Eu não sei de onde é que você tira essas coisas, ele finalmente comentou, quase como quem informava que naquele dia faria sol. Veja, querida, eu dou tudo o que eu tenho – pena que não é o que você quer. Se você soubesse como me dói ouvir isso, não me diria nada assim.

E você liga se me dói em qualquer lugar?, ela pensou em vociferar. Apenas pensou.

Em sua cabeça, o fluxo de ideias foi exatamente assim: quando foi a última vez que você me perguntou se eu estava bem e de acordo com as decisões que também me dizem respeito? Em que dia deste ano você, me vendo amuada num canto da casa, quis saber o que se passou comigo? Em que ocasião você acreditou nos meus projetos ou não me tratou como o fardo que você carrega a tiracolo quando precisa sair?

No final, o que ela disse foi: Por que você não aceita a minha imensa afeição por você como aquilo que ela é e a respeita, valoriza e comemora, em vez de simplesmente tratá-la como o símbolo maior da minha fraqueza?

Com um aceno de cabeça, girou nos calcanhares. Abriu o armário e, ao encontrar a sua pequena mala de viagem, socou dentro dela umas roupas íntimas, meia dúzia de camisetas e algumas calças. Trocou os chinelos de dedos por tênis confortáveis, sabendo que caminharia por uma rua íngreme até o ponto de ônibus mais próximo.

Durante todo o processo, ele enrolou os cachos nos dedos.

Ela abriu a gaveta de documentos. Selecionou aquilo que lhe pertencia e, dobrando cuidadosamente o papel antigo, colocou-o dentro de uma bolsa de mão. Borrifou o seu perfume preferido no pescoço, mas deixou-o sobre a prateleira por saber que pesaria demais.

Encaminhou-se para a porta como quem marchava para um fim de glória. Ao colocar a mão na maçaneta, ouviu um assovio. Como a um cão, ele a chamava. Virou-se devagar, incrédula.
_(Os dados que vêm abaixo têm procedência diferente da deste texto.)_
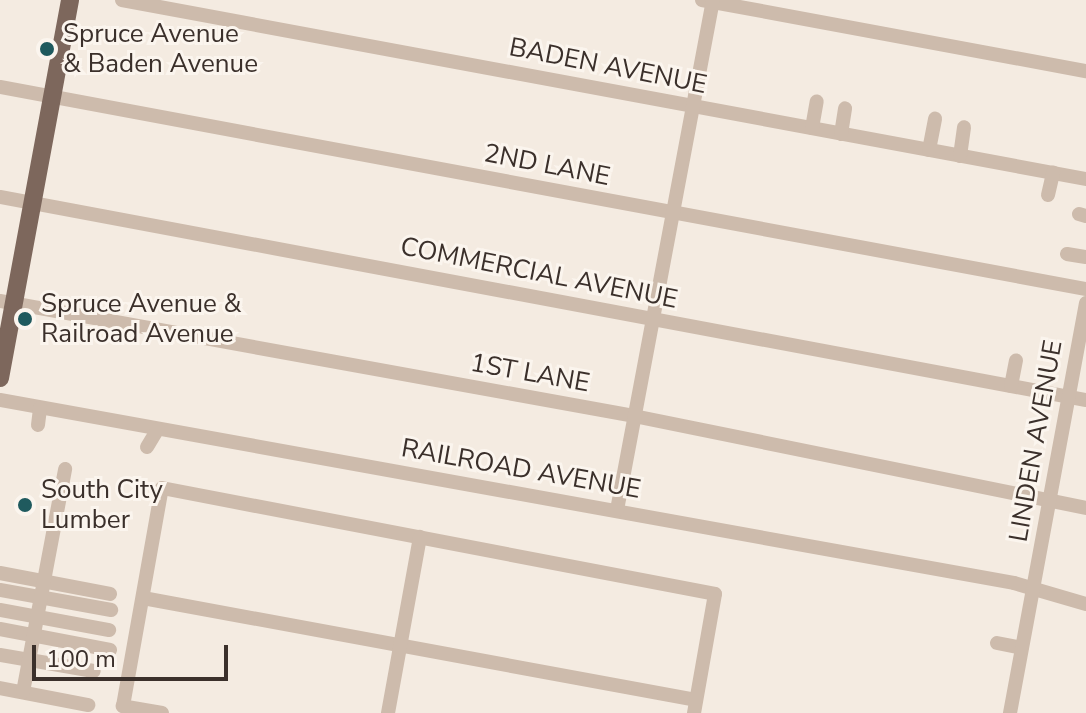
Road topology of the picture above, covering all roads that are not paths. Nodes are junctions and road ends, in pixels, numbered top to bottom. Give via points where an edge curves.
1 (70, 0) edge
2 (122, 0) edge
3 (709, 1) edge
4 (791, 8) edge
5 (861, 29) junction
6 (858, 45) dead end
7 (1086, 71) edge
8 (0, 87) edge
9 (52, 97) junction
10 (817, 101) dead end
11 (693, 106) junction
12 (845, 108) dead end
13 (935, 119) dead end
14 (964, 127) dead end
15 (812, 128) junction
16 (841, 134) junction
17 (929, 150) junction
18 (960, 156) junction
19 (1053, 173) junction
20 (1086, 179) edge
21 (1048, 195) dead end
22 (0, 197) edge
23 (33, 203) junction
24 (674, 213) junction
25 (1067, 254) dead end
26 (1086, 257) edge
27 (1086, 289) edge
28 (7, 302) edge
29 (1086, 303) edge
30 (652, 319) junction
31 (1016, 360) dead end
32 (1080, 370) edge
33 (0, 378) edge
34 (1011, 386) junction
35 (1069, 397) junction
36 (0, 400) edge
37 (1086, 400) edge
38 (40, 408) junction
39 (634, 416) junction
40 (38, 425) dead end
41 (158, 429) junction
42 (147, 447) dead end
43 (65, 469) dead end
44 (1050, 501) junction
45 (1086, 508) edge
46 (617, 510) junction
47 (420, 537) junction
48 (0, 573) edge
49 (44, 582) junction
50 (1033, 588) junction
51 (0, 590) edge
52 (110, 594) dead end
53 (41, 597) junction
54 (143, 598) junction
55 (1086, 604) edge
56 (0, 610) edge
57 (111, 610) dead end
58 (37, 617) junction
59 (0, 629) edge
60 (109, 630) dead end
61 (33, 636) junction
62 (997, 643) dead end
63 (400, 647) junction
64 (1022, 648) junction
65 (110, 650) dead end
66 (0, 655) edge
67 (29, 660) junction
68 (94, 671) dead end
69 (0, 688) edge
70 (23, 692) junction
71 (88, 705) dead end
72 (695, 706) edge
73 (162, 713) edge
74 (388, 713) edge
75 (1010, 713) edge

1 - 9 main road
2 - 11 street, BADEN AVENUE
3 - 4 street via 771,21
3 - 11 street
4 - 5 street via 830,31
5 - 6 street
5 - 7 street via 977,57 1067,60
8 - 9 street, 2ND LANE
9 - 23 main road
9 - 24 street, 2ND LANE via 114,103
10 - 15 street
11 - 15 street, BADEN AVENUE
11 - 24 street
12 - 16 street
13 - 17 street
14 - 18 street
15 - 16 street, BADEN AVENUE
16 - 17 street, BADEN AVENUE
17 - 18 street, BADEN AVENUE
18 - 19 street, BADEN AVENUE
19 - 20 street, BADEN AVENUE
19 - 21 street
22 - 23 street, COMMERCIAL AVENUE
23 - 28 main road
23 - 30 street, COMMERCIAL AVENUE
24 - 27 street, 2ND LANE via 1030,286
24 - 30 street
25 - 26 street
28 - 33 main road
28 - 39 street, 1ST LANE
29 - 32 street, LINDEN AVENUE
30 - 34 street, COMMERCIAL AVENUE
30 - 39 street
31 - 34 street
32 - 35 street, LINDEN AVENUE
34 - 35 street, COMMERCIAL AVENUE
35 - 37 street, COMMERCIAL AVENUE
35 - 44 street, LINDEN AVENUE
36 - 38 street, RAILROAD AVENUE
38 - 40 street
38 - 41 street, RAILROAD AVENUE
39 - 44 street, 1ST LANE
39 - 46 street
41 - 42 street
41 - 46 street, RAILROAD AVENUE
43 - 49 street
44 - 45 street, 1ST LANE
44 - 50 street, LINDEN AVENUE
46 - 50 street, RAILROAD AVENUE
47 - 54 street via 162,488
47 - 63 street
47 - 72 street via 715,594
48 - 49 street
49 - 52 street
49 - 53 street
50 - 55 street, RAILROAD AVENUE
50 - 64 street, LINDEN AVENUE
51 - 53 street
53 - 57 street
53 - 58 street
54 - 63 street
54 - 73 street via 123,706
56 - 58 street
58 - 60 street
58 - 61 street
59 - 61 street
61 - 65 street
61 - 67 street
62 - 64 street
63 - 72 street
63 - 74 street
64 - 75 street, LINDEN AVENUE
66 - 67 street
67 - 68 street
67 - 70 street
69 - 70 street
70 - 71 street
Ei, ele disse com calma. Aproveite e leve aquela caneca horrível que você me deu.

Se esta fosse uma história justa, ela teria se aproximado dele e, com força descomunal, marcado o seu rosto com cinco dedos bem espaçados. Nesta situação e universo específicos, ela faria com que ele caísse no chão do quarto – chão este que ela havia limpado – e, cuspindo uma quantidade pouco preocupante de sangue, a observasse com encantamento e horror.

Como não lhe cabia fazer tal coisa, agiu como ele havia ensinado: balançou a cabeça e, forjando total indiferença, deu as costas para ele ao sair.

Derrubou a caneca no chão da cozinha apenas porque queria ver algo além dela quebrar.